Dataset entries:

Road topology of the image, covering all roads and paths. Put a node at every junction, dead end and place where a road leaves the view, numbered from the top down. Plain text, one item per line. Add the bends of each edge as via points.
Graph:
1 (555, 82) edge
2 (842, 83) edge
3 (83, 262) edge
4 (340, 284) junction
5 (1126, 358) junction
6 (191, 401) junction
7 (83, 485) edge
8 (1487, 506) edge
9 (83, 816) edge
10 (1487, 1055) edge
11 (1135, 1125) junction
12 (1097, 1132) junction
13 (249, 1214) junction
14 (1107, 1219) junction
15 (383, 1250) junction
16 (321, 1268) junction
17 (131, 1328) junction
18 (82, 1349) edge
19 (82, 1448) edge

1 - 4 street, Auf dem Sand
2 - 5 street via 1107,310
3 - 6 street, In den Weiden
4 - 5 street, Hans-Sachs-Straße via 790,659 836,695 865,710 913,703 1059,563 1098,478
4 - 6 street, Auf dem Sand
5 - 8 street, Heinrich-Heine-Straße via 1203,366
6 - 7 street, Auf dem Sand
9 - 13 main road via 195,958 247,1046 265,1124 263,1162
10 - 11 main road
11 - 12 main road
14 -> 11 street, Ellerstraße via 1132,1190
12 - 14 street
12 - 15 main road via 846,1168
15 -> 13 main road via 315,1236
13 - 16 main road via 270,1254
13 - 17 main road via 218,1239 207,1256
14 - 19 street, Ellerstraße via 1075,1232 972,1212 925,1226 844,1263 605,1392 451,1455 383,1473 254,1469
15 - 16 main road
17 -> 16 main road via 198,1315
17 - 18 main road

> [Your assignment] The full set of data above must come back exactly as written.

> [Task output]
Road topology of the image, covering all roads and paths. Put a node at every junction, dead end and place where a road leaves the view, numbered from the top down. Plain text, one item per line. Add the bends of each edge as via points.
Graph:
1 (555, 82) edge
2 (842, 83) edge
3 (83, 262) edge
4 (340, 284) junction
5 (1126, 358) junction
6 (191, 401) junction
7 (83, 485) edge
8 (1487, 506) edge
9 (83, 816) edge
10 (1487, 1055) edge
11 (1135, 1125) junction
12 (1097, 1132) junction
13 (249, 1214) junction
14 (1107, 1219) junction
15 (383, 1250) junction
16 (321, 1268) junction
17 (131, 1328) junction
18 (82, 1349) edge
19 (82, 1448) edge

1 - 4 street, Auf dem Sand
2 - 5 street via 1107,310
3 - 6 street, In den Weiden
4 - 5 street, Hans-Sachs-Straße via 790,659 836,695 865,710 913,703 1059,563 1098,478
4 - 6 street, Auf dem Sand
5 - 8 street, Heinrich-Heine-Straße via 1203,366
6 - 7 street, Auf dem Sand
9 - 13 main road via 195,958 247,1046 265,1124 263,1162
10 - 11 main road
11 - 12 main road
14 -> 11 street, Ellerstraße via 1132,1190
12 - 14 street
12 - 15 main road via 846,1168
15 -> 13 main road via 315,1236
13 - 16 main road via 270,1254
13 - 17 main road via 218,1239 207,1256
14 - 19 street, Ellerstraße via 1075,1232 972,1212 925,1226 844,1263 605,1392 451,1455 383,1473 254,1469
15 - 16 main road
17 -> 16 main road via 198,1315
17 - 18 main road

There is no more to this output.